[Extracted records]
[Start of Attachment]
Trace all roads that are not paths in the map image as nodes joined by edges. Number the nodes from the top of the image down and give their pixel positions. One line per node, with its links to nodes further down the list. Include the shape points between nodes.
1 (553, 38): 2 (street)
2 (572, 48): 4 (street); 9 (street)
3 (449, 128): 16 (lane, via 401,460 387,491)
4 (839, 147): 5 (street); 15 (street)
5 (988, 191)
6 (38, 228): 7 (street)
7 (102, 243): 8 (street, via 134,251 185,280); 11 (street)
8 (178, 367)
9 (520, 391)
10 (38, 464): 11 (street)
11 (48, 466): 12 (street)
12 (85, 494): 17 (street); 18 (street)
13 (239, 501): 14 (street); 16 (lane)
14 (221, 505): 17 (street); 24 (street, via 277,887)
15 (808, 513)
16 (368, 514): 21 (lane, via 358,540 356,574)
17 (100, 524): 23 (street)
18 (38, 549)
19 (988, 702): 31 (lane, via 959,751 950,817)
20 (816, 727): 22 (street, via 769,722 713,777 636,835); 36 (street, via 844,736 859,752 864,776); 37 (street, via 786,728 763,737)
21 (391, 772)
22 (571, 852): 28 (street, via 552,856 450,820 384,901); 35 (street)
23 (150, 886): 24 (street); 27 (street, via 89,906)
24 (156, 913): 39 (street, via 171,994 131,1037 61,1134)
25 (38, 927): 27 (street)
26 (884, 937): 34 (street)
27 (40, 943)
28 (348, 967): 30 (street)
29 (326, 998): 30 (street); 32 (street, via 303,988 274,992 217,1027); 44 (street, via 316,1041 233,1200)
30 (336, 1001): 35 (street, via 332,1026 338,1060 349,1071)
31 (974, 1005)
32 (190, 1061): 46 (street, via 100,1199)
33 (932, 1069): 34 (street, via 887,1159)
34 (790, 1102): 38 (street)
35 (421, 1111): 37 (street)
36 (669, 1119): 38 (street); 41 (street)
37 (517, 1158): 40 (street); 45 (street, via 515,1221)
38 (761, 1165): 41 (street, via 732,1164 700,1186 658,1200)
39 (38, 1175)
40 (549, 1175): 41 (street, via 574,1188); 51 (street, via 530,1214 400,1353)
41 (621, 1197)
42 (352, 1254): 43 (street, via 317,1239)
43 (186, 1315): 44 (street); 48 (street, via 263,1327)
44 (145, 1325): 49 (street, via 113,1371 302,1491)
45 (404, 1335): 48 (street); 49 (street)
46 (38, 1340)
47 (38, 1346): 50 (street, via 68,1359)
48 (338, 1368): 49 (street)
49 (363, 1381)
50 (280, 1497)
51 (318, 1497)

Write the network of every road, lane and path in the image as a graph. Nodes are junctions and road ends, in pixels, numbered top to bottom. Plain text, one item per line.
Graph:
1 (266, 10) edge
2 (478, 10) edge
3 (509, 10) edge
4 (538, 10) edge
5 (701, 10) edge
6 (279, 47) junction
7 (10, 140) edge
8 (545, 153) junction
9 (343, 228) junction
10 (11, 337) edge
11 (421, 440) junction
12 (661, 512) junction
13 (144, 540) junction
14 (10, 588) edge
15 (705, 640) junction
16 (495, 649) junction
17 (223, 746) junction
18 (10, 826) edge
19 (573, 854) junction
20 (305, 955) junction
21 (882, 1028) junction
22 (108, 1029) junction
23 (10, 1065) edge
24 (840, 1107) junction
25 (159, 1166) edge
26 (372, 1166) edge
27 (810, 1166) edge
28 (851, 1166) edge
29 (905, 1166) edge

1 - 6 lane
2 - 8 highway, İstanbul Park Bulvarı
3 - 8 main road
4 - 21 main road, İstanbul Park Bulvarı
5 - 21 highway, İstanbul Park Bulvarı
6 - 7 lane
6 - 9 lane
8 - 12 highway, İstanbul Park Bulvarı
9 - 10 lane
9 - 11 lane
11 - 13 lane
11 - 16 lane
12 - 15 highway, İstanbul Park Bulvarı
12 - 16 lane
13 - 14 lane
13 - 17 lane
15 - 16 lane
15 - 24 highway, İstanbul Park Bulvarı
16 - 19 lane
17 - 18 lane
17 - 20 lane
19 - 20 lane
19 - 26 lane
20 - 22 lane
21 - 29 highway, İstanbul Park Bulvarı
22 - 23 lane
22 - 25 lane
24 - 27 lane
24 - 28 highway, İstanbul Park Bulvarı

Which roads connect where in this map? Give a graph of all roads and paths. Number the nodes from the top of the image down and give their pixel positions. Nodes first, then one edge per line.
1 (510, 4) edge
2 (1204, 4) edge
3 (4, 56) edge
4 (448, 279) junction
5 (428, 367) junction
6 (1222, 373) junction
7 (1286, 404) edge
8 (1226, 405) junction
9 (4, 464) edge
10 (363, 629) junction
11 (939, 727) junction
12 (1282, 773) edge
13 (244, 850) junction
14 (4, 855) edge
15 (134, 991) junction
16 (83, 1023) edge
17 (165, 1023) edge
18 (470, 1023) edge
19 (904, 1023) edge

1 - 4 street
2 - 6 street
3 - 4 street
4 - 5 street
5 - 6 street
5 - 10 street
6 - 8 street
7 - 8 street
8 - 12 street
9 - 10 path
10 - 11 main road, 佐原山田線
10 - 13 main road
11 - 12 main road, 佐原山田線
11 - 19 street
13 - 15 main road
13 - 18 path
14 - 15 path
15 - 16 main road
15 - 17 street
[End of Attachment]
◆ Work task ◆
Only lines holding the string "Park" are wanted; gather each one from the entries above.

◆ Solution to this exercise ◆
2 - 8 highway, İstanbul Park Bulvarı
4 - 21 main road, İstanbul Park Bulvarı
5 - 21 highway, İstanbul Park Bulvarı
8 - 12 highway, İstanbul Park Bulvarı
12 - 15 highway, İstanbul Park Bulvarı
15 - 24 highway, İstanbul Park Bulvarı
21 - 29 highway, İstanbul Park Bulvarı
24 - 28 highway, İstanbul Park Bulvarı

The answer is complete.